Antiviral therapy, corticosteroids, immune therapy and antibiotics usage were the main components of COVID-19 treatment. By activating innate immunity, interferon was nebulized in more than 90% of children in the COVID-19 cohort in the present study as well as in those with other viral infections [23]. However, this study failed to evaluate the effects of interferon on SARS-CoV-2 infection. Lopinavir-ritonavir, ribavirin, and arbidol were used in about 1/3 of children with COVID-19 in total, but they did not shorten the duration of positive PCR results from pharyngeal swabs for children with COVID-19. For the other viral pneumonia, oseltamivir and paramivir were used in influenza A and influenza B related pneumonia, but antiviral drugs were rarely used in pneumonia caused by other viruses. Since all 64 children with COVID-19 had a relatively good prognosis, we proposed that it was not necessary to aggressively administer antiviral drugs in children with COVID-19 before effective and safe antiviral drugs are confirmed. Nevertheless, several studies have shown that immune therapy may be beneficial in dealing with cytokine storm syndrome in adults with severe COVID-19 [24]. As mentioned above, cytokine storms were relatively rare and inflammatory indicators were lower in children with COVID-19 as compared to other viral pneumonia, so corticosteroids were not recommended as for other community-acquired viral pneumonia. However, corticosteroids might be tried for critical children with COVID-19 with obvious cytokine reactions, acute respiratory distress syndrome, multiple organ damage or with obvious wheezing. The percentage of viral-viral co-infection was 7.5% and viral-MP co-infection was 22.5% for children with COVID-19 pneumonia, which were similar between the viral pneumonia cohort and that reported by other studies on childhood viral pneumonia [25]. Secondary-infection with bacteria was detected in 18.5% cases of the viral pneumonia cohort, whereas none was found in the COVID-19 pneumonia cohort. Few cases were given penicillin for prophylactic treatment of possible bacterial infection. Milder symptoms and shorter symptomatic duration in children with COVID-19 may explain the low rate of secondary bacterial infections. For children with COVID-19, antibiotics are not used routinely, but multiple pathogen tests are recommended because of the potential of high proportions of co-infection in children with viral pneumonia.

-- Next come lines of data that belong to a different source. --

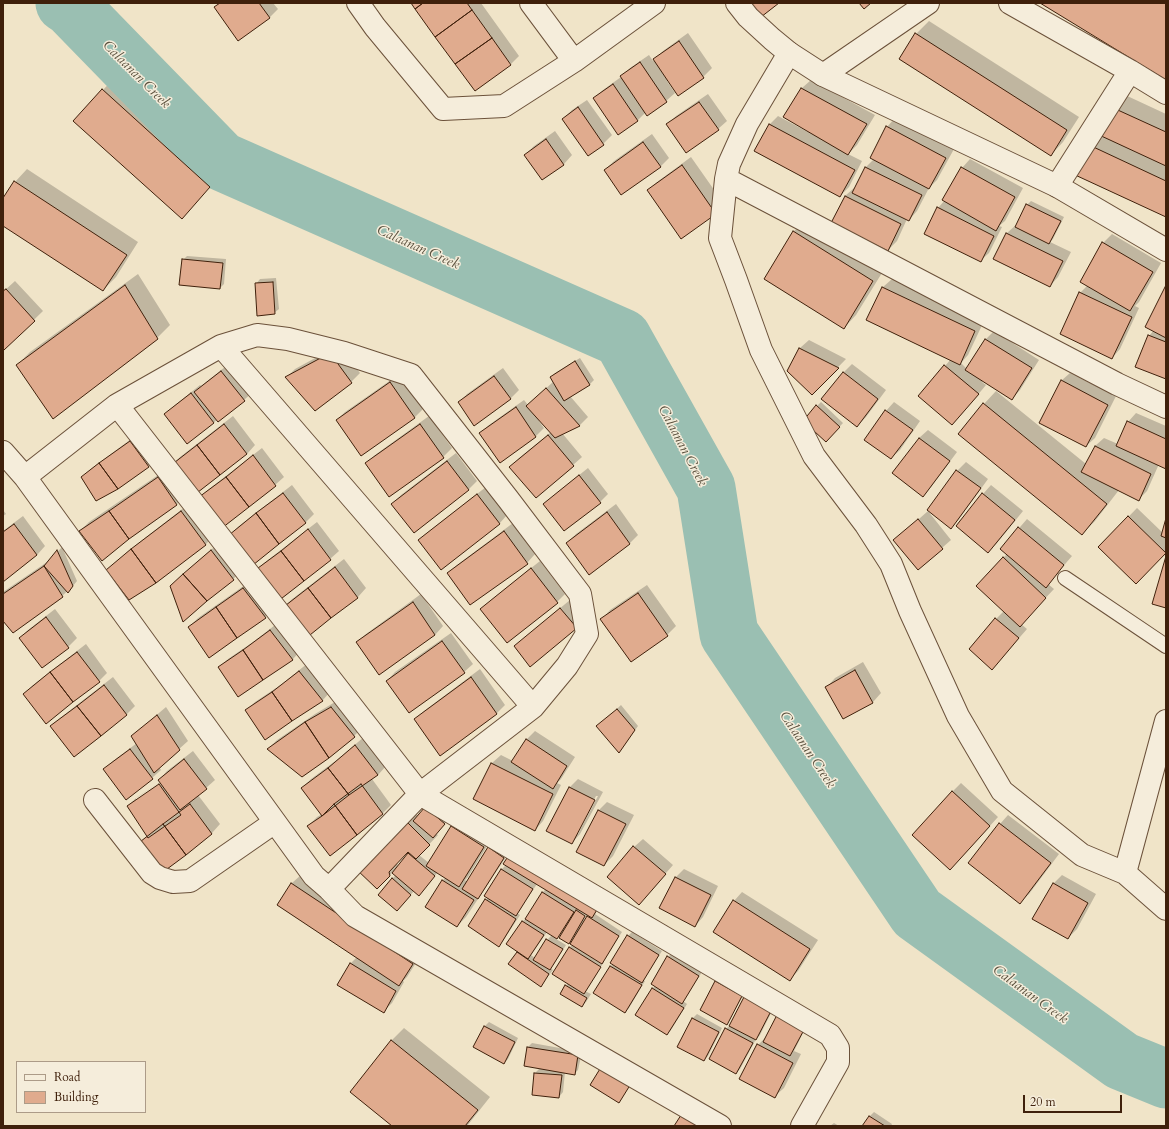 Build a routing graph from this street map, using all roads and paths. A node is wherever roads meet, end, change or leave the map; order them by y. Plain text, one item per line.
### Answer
1 (358, 3) edge
2 (531, 3) edge
3 (654, 3) edge
4 (737, 3) edge
5 (928, 3) edge
6 (1010, 3) edge
7 (789, 53) junction
8 (574, 61) junction
9 (1130, 71) junction
10 (823, 76) junction
11 (1166, 93) edge
12 (726, 179) junction
13 (1057, 186) junction
14 (1166, 250) edge
15 (221, 346) junction
16 (117, 405) junction
17 (1166, 407) edge
18 (3, 452) edge
19 (25, 477) junction
20 (1065, 578) dead end
21 (1166, 646) edge
22 (533, 708) junction
23 (1166, 721) edge
24 (420, 794) junction
25 (95, 800) dead end
26 (275, 822) junction
27 (1126, 873) junction
28 (329, 889) junction
29 (1166, 909) edge
30 (720, 1126) edge
31 (802, 1126) edge

1 - 8 street
2 - 8 street
3 - 8 street
4 - 7 street
5 - 10 street
6 - 9 street
7 - 10 street
7 - 12 street
9 - 11 street
9 - 13 street
10 - 13 street
12 - 17 street
12 - 27 street
13 - 14 street
15 - 16 street
15 - 22 street
15 - 22 street
16 - 19 street
16 - 24 street
18 - 19 street
19 - 26 street
20 - 21 lane
22 - 24 street
23 - 27 street
24 - 28 street
24 - 31 street
25 - 26 street
26 - 28 street
27 - 29 street
28 - 30 street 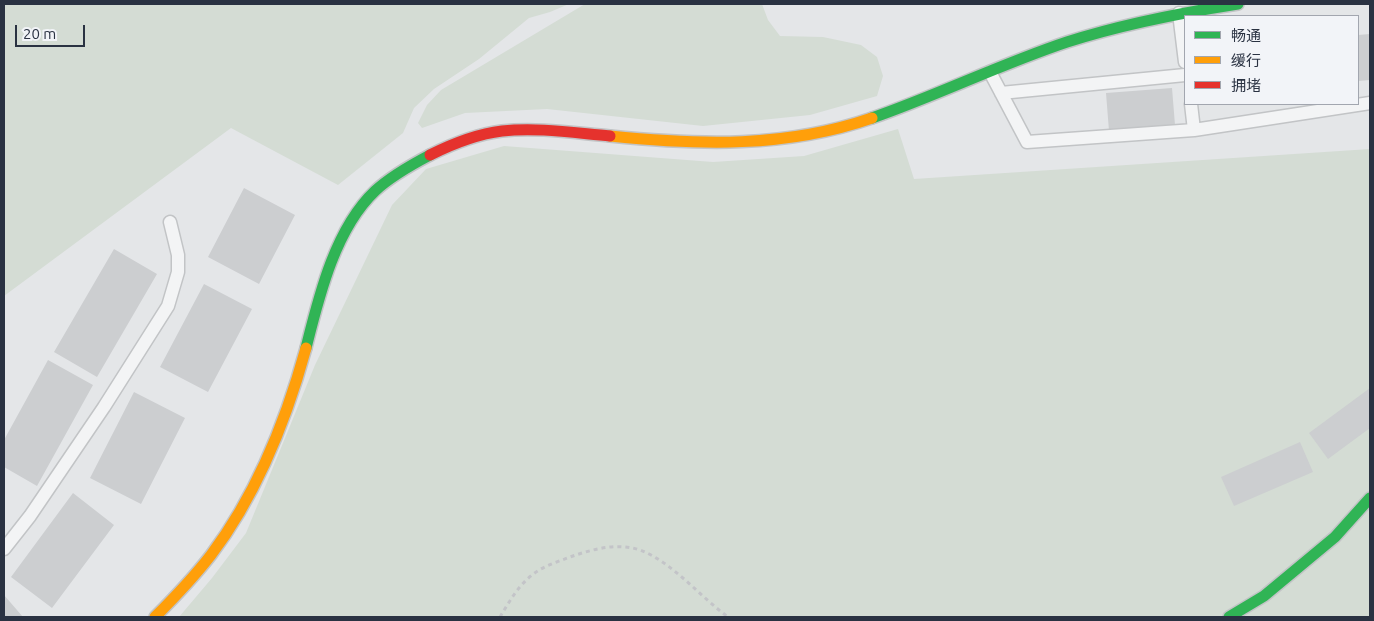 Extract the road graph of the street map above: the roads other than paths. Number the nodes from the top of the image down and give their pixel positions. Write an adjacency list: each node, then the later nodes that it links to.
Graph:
1 (1238, 4): 2 (street)
2 (1179, 13): 3 (lane); 4 (street)
3 (1184, 54)
4 (990, 72): 6 (lane); 13 (street)
5 (1184, 75): 6 (lane)
6 (1001, 93): 9 (lane)
7 (1191, 105): 9 (lane)
8 (1357, 105): 9 (lane)
9 (1194, 130)
10 (170, 222): 12 (lane)
11 (1370, 498): 14 (street)
12 (4, 549)
13 (155, 617)
14 (1229, 617) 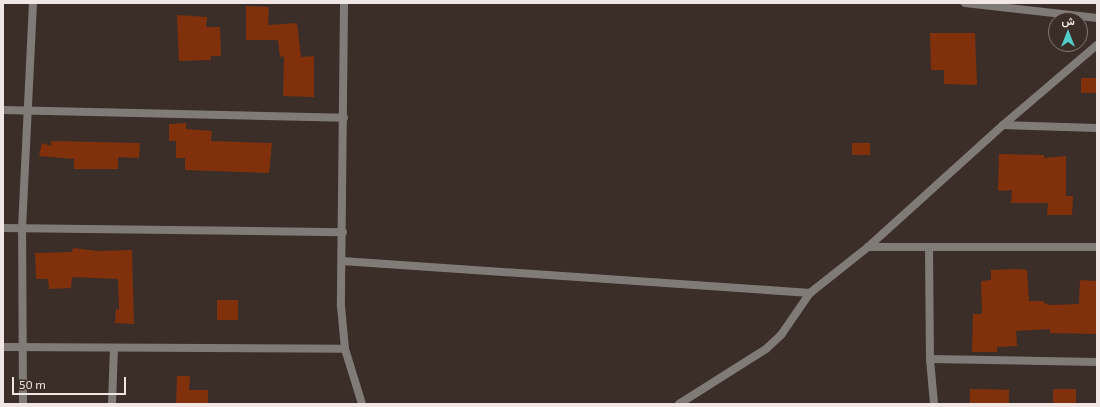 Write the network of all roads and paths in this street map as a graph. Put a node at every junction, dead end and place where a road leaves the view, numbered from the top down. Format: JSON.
{"nodes":[{"id":1,"x":33,"y":3,"type":"edge"},
{"id":2,"x":344,"y":3,"type":"edge"},
{"id":3,"x":964,"y":3,"type":"edge"},
{"id":4,"x":1097,"y":18,"type":"edge"},
{"id":5,"x":1097,"y":45,"type":"edge"},
{"id":6,"x":3,"y":110,"type":"edge"},
{"id":7,"x":28,"y":110,"type":"junction"},
{"id":8,"x":344,"y":118,"type":"junction"},
{"id":9,"x":1002,"y":125,"type":"junction"},
{"id":10,"x":1097,"y":128,"type":"edge"},
{"id":11,"x":3,"y":228,"type":"edge"},
{"id":12,"x":22,"y":228,"type":"junction"},
{"id":13,"x":343,"y":232,"type":"junction"},
{"id":14,"x":868,"y":247,"type":"junction"},
{"id":15,"x":929,"y":247,"type":"junction"},
{"id":16,"x":1097,"y":247,"type":"edge"},
{"id":17,"x":342,"y":261,"type":"junction"},
{"id":18,"x":810,"y":293,"type":"junction"},
{"id":19,"x":3,"y":347,"type":"edge"},
{"id":20,"x":23,"y":347,"type":"junction"},
{"id":21,"x":114,"y":348,"type":"junction"},
{"id":22,"x":345,"y":349,"type":"junction"},
{"id":23,"x":930,"y":360,"type":"junction"},
{"id":24,"x":1097,"y":362,"type":"edge"},
{"id":25,"x":23,"y":404,"type":"edge"},
{"id":26,"x":112,"y":404,"type":"edge"},
{"id":27,"x":362,"y":404,"type":"edge"},
{"id":28,"x":679,"y":404,"type":"edge"},
{"id":29,"x":934,"y":404,"type":"edge"}],
"edges":[{"from":1,"to":7,"type":"street"},
{"from":2,"to":8,"type":"street"},
{"from":3,"to":4,"type":"street"},
{"from":5,"to":9,"type":"street"},
{"from":6,"to":7,"type":"street"},
{"from":7,"to":8,"type":"street"},
{"from":7,"to":12,"type":"street"},
{"from":8,"to":13,"type":"street"},
{"from":9,"to":10,"type":"street"},
{"from":9,"to":14,"type":"street"},
{"from":11,"to":12,"type":"street"},
{"from":12,"to":13,"type":"street"},
{"from":12,"to":20,"type":"street"},
{"from":13,"to":17,"type":"street"},
{"from":14,"to":15,"type":"street"},
{"from":14,"to":18,"type":"street"},
{"from":15,"to":16,"type":"street"},
{"from":15,"to":23,"type":"street"},
{"from":17,"to":18,"type":"street"},
{"from":17,"to":22,"type":"street"},
{"from":18,"to":28,"type":"street"},
{"from":19,"to":20,"type":"street"},
{"from":20,"to":21,"type":"street"},
{"from":20,"to":25,"type":"street"},
{"from":21,"to":22,"type":"street"},
{"from":21,"to":26,"type":"street"},
{"from":22,"to":27,"type":"street"},
{"from":23,"to":24,"type":"street"},
{"from":23,"to":29,"type":"street"}]}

The major limitation of our study was the selection bias. First, not all children with viral pneumonia were included since clinicians failed to identify causative agents in some individuals with pneumonia. Although all participating hospitals routinely tested pathogens in children with pneumonia, the relatively severe cases had more chances of pathogens being detected. Secondly, although the 64 SARS-CoV-2 infected patients contained cases from both Hubei province and outside Hubei province, their representativeness was limited due to a limited sample size.

Conclusions

Younger age has no protective effect on preventing SARS-CoV-2 infection from developing into COVID-19 pneumonia in children. The symptoms and severity of children with COVID-19 pneumonia were no more severe than that of other viral pneumonia. Lopinavir-ritonavir, ribavirin, and arbidol do not shorten the duration of positive PCR results from pharyngeal swabs in children with COVID-19. Multi-respiratory-pathogen tests, including SARS-COV-2, are necessary and even during a COVID-19 outbreak, children with infection from other pathogens require sufficient attention.